5 Soul-Shifting Ways to Rewrite Your Own Love Story

Jan 16, 2017

It always catches me by surprise what one year can do—let alone an entire lifetime. Honestly, these sort of soul-shifting transformations are the result of setting intentions and carefully crafting your reality. This rang true for me a million times over this year. For the first time ever, I gave myself full permission to take the next big step in my life so I could fiiiiinally move on.

I started out 2016 with LOVE, my word for this past year. While I reflected and journalled as time unfolded, I arrived at so many pivotal realizations and eye-brightening a-ha moments. It’s not even hyperbole to say that my life changed this year in a way it never has before. (Gimme a minute to catch my breath. It was that intense.)

At the beginning of 2016, I was smack dab in the center of some deep, crushing pain. Amidst the crying and uncertainty and hurt, I made a resounding commitment to myself—a commitment to let go of a relationship that was no longer serving me or the person I was with. But you see, in order for me to truly let go, I had to believe that I was actually good enough to free myself. A lot of my strength came from believing someone up there was going to look out for me. (Okay, so in the interest of transparency, I didn’t have unwavering faith this whole time. It’s hard to stay optimistic when you’re terrified of letting go.)

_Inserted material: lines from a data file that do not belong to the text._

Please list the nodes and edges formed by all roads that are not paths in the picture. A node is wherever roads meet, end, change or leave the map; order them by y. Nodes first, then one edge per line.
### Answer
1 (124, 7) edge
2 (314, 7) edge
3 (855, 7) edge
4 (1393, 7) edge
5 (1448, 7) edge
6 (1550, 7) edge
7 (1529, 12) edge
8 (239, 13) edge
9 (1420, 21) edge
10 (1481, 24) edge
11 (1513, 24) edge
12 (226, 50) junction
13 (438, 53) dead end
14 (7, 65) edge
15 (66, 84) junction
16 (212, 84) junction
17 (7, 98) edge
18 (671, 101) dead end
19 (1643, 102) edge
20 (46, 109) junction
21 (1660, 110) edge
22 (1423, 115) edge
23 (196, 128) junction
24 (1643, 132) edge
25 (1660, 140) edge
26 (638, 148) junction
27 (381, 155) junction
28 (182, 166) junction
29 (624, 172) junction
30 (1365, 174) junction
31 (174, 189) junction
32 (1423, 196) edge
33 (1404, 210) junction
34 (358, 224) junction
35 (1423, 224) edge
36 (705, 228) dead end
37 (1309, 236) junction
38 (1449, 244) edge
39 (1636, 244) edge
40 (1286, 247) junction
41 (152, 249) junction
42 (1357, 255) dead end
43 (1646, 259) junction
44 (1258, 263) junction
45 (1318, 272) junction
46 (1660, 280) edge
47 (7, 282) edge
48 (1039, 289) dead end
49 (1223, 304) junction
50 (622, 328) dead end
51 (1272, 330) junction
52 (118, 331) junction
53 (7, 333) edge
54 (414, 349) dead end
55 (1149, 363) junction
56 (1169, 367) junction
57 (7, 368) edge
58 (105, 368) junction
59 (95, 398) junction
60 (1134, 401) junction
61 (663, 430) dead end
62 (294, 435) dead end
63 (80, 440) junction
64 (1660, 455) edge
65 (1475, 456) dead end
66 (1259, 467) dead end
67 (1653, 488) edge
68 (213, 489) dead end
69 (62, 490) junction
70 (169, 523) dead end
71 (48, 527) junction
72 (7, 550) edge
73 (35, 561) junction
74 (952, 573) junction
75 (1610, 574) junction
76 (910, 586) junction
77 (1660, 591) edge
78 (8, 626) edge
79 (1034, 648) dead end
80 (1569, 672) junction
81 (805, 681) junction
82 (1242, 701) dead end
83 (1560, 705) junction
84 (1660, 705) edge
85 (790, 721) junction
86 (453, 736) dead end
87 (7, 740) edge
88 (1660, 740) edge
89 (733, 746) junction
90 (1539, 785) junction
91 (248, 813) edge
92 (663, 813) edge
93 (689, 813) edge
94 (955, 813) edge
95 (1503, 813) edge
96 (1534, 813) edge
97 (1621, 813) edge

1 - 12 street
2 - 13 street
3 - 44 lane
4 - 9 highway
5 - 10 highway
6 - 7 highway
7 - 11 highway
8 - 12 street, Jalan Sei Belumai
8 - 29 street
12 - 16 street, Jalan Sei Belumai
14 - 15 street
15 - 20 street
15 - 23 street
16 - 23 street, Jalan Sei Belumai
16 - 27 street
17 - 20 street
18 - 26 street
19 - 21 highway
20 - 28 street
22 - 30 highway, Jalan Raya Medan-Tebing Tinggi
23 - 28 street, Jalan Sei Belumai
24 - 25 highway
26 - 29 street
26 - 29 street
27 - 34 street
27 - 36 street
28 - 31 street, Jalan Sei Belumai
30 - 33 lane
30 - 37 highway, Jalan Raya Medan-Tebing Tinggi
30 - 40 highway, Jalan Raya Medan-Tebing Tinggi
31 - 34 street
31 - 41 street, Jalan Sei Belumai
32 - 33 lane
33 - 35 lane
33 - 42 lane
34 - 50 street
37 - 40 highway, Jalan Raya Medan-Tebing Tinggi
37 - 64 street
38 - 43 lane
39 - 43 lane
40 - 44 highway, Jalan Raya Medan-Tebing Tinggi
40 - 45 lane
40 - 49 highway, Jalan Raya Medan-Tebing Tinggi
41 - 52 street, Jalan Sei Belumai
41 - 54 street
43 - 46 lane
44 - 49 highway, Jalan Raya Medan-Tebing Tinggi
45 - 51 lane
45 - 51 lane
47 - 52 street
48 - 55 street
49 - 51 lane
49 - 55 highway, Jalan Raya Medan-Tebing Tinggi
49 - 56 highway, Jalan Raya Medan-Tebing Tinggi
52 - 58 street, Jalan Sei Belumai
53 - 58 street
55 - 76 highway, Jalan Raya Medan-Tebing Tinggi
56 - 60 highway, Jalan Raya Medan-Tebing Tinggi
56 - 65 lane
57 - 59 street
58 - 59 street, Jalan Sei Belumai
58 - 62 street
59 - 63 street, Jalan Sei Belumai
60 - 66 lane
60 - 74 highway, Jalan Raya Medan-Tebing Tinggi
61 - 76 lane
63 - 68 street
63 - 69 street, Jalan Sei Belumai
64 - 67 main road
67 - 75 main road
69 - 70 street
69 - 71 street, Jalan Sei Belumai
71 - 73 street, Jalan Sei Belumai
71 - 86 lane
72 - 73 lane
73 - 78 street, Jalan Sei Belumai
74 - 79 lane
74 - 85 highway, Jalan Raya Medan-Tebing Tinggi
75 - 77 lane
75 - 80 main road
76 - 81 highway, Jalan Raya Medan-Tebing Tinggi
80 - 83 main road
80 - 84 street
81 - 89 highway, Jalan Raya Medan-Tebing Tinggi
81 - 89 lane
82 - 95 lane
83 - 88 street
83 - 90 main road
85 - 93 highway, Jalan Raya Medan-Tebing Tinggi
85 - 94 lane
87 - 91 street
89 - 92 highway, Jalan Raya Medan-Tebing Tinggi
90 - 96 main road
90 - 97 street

One of my biggest realizations this past year was that I’ve been carrying around a pretty hefty self- limiting belief. “I’m not good enough”. That no one would want to be with me after all this. That no one would love me the way my past lovers did. That I would be damaged material incapable of healing or growth. That I’m going to age and die alone. Horrible, horrible thoughts, but this is what we do to ourselves, y’know? I’m definitely not alone in this.

It took me 8 loooong years to start fresh. It’s really shocking to me how someone—meaning me—can stay entrenched in unhealthy patterns for that long. If you were sitting across from me right now, you’d be in disbelief at the level of pain I was willing to endure in the name of “love”. I say “love” in quotes because real and healthy love doesn’t look like this. That much I learned…eventually.

By this point in time, at the end of 2015 and just before 2016, I had hit my personal rock bottom, so frazzled and anxious that I went on the hunt for answers. After all, I didn’t want to repeat the same mistakes over and over again—that’s just a cruel form of torture. As I started down this road of discovery, I braced myself. I knew in my bones it would be a journey of struggle, and I equipped myself with the best weapon against fear and pain that exists: support. 

Support came in various forms—friends, family, mentors, and the ex hubby. (Can you believe it? Read the full story here). There is one mentor that deserves a shout out, namely because her guidance was such a massive game changer for me. I attribute my discovery of her to divine guidance. I was down in the dumps and gifted a big blessing when I found her. I consider it all a gentle reminder that anytime you take a brave and courageous step towards your truth, the universe conspires to make it happen. Believe that.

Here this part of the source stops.